Your goal :: Every line from the one containing "ring dip: (1147, 743)" to the last line of the listing below should be given again exactly.

Provided records ::
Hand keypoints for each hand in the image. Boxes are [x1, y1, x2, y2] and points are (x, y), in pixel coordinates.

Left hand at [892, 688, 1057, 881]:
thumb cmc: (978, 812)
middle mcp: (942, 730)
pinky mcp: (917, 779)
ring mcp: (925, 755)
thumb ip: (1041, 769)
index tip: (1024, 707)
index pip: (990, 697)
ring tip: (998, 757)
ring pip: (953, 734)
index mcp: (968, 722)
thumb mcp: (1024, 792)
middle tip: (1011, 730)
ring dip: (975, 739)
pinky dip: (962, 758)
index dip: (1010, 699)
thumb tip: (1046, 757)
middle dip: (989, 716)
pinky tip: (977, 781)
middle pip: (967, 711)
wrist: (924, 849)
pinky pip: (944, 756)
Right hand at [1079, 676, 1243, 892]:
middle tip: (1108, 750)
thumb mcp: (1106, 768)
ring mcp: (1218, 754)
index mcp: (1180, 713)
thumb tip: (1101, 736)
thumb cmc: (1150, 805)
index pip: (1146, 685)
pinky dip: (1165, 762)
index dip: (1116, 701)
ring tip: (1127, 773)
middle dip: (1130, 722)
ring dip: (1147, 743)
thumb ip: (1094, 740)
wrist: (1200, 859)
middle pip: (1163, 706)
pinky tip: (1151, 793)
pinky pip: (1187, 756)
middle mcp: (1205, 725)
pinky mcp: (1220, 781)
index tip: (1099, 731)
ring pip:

Output for this task ::
ring dip: (1147, 743)
thumb ip: (1094, 740)
wrist: (1200, 859)
middle pip: (1163, 706)
pinky tip: (1151, 793)
pinky pip: (1187, 756)
middle mcp: (1205, 725)
pinky mcp: (1220, 781)
index tip: (1099, 731)
ring pip:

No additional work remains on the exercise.